If you just want constant-time append, John Hughes developed an excellent, simple representation of lists as functions, which provides exactly that. (In the Haskell library they are called DList.)
If you're interested in these sorts of questions you can get good info from Chris Okasaki's book Purely Functional Data Structures and from some of Ralf Hinze's less intimidating papers.
You said:
Second is x++y where both x and y are
lists and the resulting action is y
gets appended to the end of x in
linear time with respect to the number
of elements in x.
This is not really true in a functional language like Haskell; y gets appended to a copy of x, since anything holding onto x is depending on it not changing.
If you're going to copy all of x anyway, holding onto its last node doesn't really gain you anything.
Yes, they are linked lists. In languages like Haskell and OCaml, you don't add items to the end of a list, period. Lists are immutable. There is one operation to create new lists — cons, the : operator you refer to earlier. It takes an element and a list, and creates a new list with the element as the head and the list as the tail. The reason x++y takes linear time is because it must cons the last element of x with y, and then cons the second-to-last element of x with that list, and so on with each element of x. None of the cons cells in x can be reused, because that would cause the original list to change as well. A pointer to the last element of x would not be very helpful here — we still have to walk the whole list.
++ is just one of dozens of "things you can do with lists". The reality is that lists are so versatile that one rarely uses other collections. Also, we functional programmers almost never feel the need to look at the last element of a list - if we need to, there is a function last.
However, just because lists are convenient this does not mean that we do not have other data structures. If you're really interested, have a look at this book http://www.cs.cmu.edu/~rwh/theses/okasaki.pdf (Purely Functional Data Structures). You'll find trees, queues, lists with O(1) append of an element at the tail, and so forth.
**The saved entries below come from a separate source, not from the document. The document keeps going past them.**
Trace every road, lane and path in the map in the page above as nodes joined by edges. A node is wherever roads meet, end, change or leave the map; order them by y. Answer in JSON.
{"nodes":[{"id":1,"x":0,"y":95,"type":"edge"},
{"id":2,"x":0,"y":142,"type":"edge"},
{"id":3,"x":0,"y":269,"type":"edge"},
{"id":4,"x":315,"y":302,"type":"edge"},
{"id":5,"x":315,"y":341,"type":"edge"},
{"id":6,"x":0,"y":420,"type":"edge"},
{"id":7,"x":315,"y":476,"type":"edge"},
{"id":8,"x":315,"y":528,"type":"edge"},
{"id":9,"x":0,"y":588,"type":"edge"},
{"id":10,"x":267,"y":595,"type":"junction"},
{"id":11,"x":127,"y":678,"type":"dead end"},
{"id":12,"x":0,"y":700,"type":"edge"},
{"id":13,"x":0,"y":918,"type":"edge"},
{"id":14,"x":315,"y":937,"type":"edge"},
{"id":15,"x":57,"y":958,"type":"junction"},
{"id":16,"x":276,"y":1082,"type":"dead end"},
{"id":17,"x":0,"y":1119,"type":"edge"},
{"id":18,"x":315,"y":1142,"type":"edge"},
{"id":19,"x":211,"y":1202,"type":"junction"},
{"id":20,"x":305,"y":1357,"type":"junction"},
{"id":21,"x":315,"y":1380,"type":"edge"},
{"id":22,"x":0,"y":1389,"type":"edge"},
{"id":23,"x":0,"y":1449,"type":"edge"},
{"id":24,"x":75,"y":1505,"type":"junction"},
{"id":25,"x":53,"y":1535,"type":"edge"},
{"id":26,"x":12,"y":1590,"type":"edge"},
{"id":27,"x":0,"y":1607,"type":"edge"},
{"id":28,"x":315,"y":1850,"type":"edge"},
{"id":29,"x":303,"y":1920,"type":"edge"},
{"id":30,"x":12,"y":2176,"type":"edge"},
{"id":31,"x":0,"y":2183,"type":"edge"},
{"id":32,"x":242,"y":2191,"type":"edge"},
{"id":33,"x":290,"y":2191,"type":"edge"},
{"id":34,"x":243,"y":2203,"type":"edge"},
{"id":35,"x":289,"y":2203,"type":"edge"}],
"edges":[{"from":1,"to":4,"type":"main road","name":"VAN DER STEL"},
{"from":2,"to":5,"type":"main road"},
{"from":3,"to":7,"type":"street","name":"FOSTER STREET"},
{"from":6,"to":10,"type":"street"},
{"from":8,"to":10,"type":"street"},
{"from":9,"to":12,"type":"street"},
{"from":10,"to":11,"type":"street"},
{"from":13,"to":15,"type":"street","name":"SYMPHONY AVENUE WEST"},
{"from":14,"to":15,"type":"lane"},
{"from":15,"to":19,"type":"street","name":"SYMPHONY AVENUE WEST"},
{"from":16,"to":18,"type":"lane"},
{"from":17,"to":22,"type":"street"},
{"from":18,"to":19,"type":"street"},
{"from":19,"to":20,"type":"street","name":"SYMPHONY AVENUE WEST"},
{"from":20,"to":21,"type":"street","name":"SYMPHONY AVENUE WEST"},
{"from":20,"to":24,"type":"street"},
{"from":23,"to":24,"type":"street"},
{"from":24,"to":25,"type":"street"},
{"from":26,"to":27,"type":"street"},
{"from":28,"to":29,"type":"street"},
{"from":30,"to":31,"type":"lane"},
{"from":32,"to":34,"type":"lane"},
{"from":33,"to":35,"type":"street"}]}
Here's a bit of an explanation on how things are done in Clojure:
The easiest way to avoid mutating state is to use immutable data structures. Clojure provides a set of immutable lists, vectors, sets and maps. Since they can't be changed, 'adding' or 'removing' something from an immutable collection means creating a new collection just like the old one but with the needed change. Persistence is a term used to describe the property wherein the old version of the collection is still available after the 'change', and that the collection maintains its performance guarantees for most operations. Specifically, this means that the new version can't be created using a full copy, since that would require linear time. Inevitably, persistent collections are implemented using linked data structures, so that the new versions can share structure with the prior version. Singly-linked lists and trees are the basic functional data structures, to which Clojure adds a hash map, set and vector both based upon array mapped hash tries.
(emphasis mine)
So basically it looks you're mostly correct, at least as far as Clojure is concerned.